The original budget for the project was $2.5 million. Sources say that, to date, Immigration has spent $6 million.

But that's not a problem, says Immigration general manager Chris Hampton. It's covered within existing budgets. That, of course, suggests that the IT budget has grown as required to meet the expanded cost of the project.

However, the politicians are obviously concerned about the project. In July Immigration Minister Max Bradford responded to a question in the House from Annette King, who asked what action, if any, had the chief executive of Immigration taken over the past five years to monitor and evaluate progress on AMS. Bradford said the chief executive of the Labour Department (Immigration comes under Labour) had conducted a review of costs, risks and timing of the project to gain assurance that the budget and timeline were sufficient to enable AMS development to be successfully completed and implemented.

In a wry footnote, he recorded the cost of replying to the parliamentary question at approximately $100.

In a supplementary question, King asked what action, if any, had been taken to contain the cost of AMS. It had, said Bradford, been subject to close financial scutiny and risk assessment.

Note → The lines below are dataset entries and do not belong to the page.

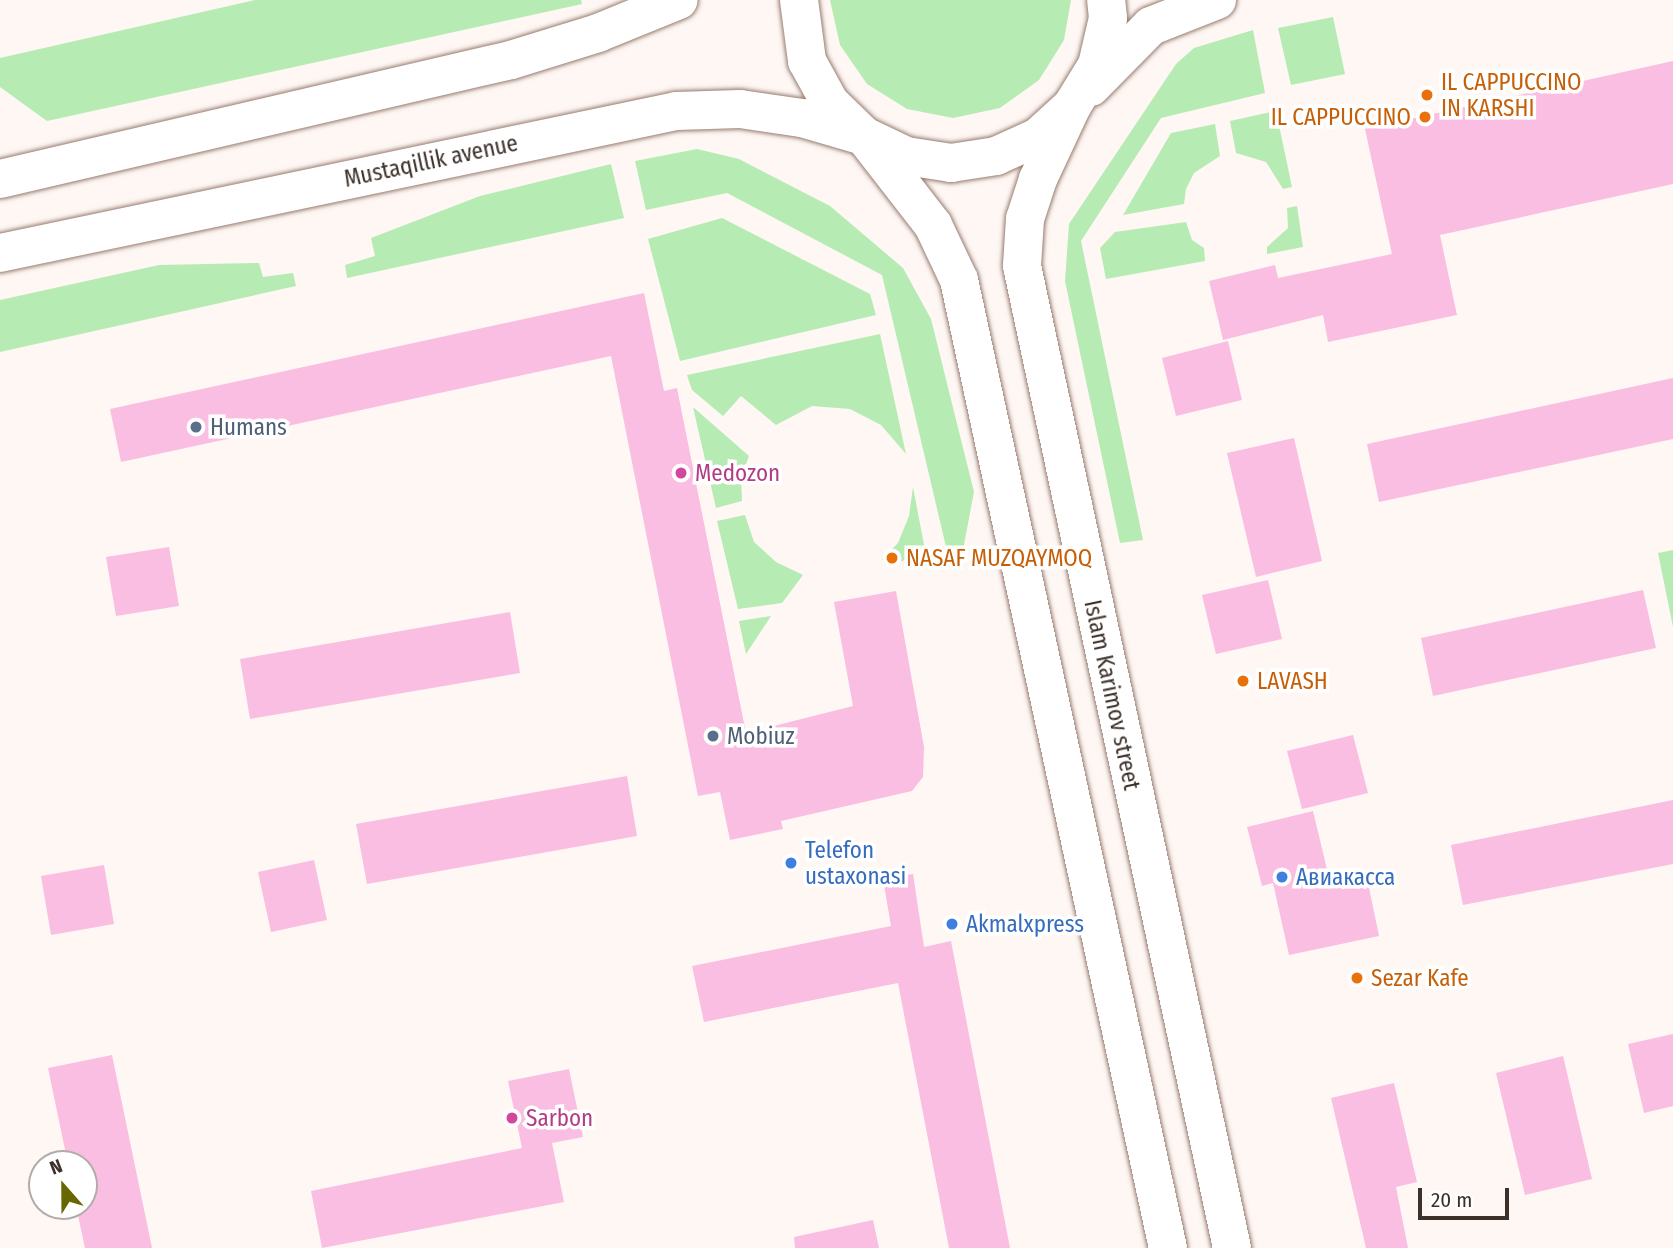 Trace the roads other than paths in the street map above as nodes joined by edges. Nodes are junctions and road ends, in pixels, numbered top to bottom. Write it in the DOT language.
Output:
graph roads {
  1 [pos="679,0"];
  2 [pos="799,0"];
  3 [pos="1106,0"];
  4 [pos="1217,0"];
  5 [pos="1072,106"];
  6 [pos="864,136"];
  7 [pos="0,178"];
  8 [pos="0,253"];
  9 [pos="1168,1248"];
  10 [pos="1232,1248"];
  1 -- 7 [label="main road"];
  2 -- 6 [label="main road"];
  3 -- 5 [label="main road"];
  4 -- 5 [label="main road"];
  5 -- 6 [label="main road"];
  5 -- 10 [label="main road, Islam Karimov street"];
  6 -- 8 [label="main road, Mustaqillik avenue"];
  6 -- 9 [label="main road"];
}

There were considerable incentives for the external developer to perform in accordance with the project and cost schedule.

The cost of preparing the answer to that question was just $50.

Hampton says that, unlike many private sector projects, the cost is recoverable. That's because people have to pay for visas and other services.

Two years ago the project was code-name October Office - to be delivered in October 1995. But after first planning to go to tender, the department realised it hadn't done enough work to understand its internal business. It then engaged Azimuth to document its processes..

A tender to develop the software was subsequently let to Hermes Precisa, a decision which surprised the IT industry. The sources say Hermes Precisa was running well over delivery date when its New Zealand subsidiary was sold to Datamail, which decided software development of that nature wasn't the company's core business.

Immigration went back to tender and formed a strategic relationship with Datacom. The rewritten system was then scheduled to go live last July.

Two weeks ago the week-long Wellington pilot was run, with some hiccups for people seeking visas. Though the mainframe system was running in parallel, it was in read-only mode.

However, the pilot was regarded as successful, and the system is now being rolled out nationally, then globally.

Immigration has formed a relationship with SITA subsidiary ITS for international support but is now understood to be talking to both Unisys and HDS top supply similar services.

Industry sources estimate the cost of the delayed system - both in development and maintaining the old mainframe system for the extended period - have blown out to around $6 million.

. The State Services Commission is still unable to say when it will deliver information requested in May by Computerworld under the Official Information Act on Government departmental capital spending and whether planned benefits have been achieved.

Computerworld submitted the request in May, and the Government subsequently sought the same information.

After first giving a July date to respond, the commission said it would deliver the information in September. It now won't commit to a date because it is still testing the data that has been gathered.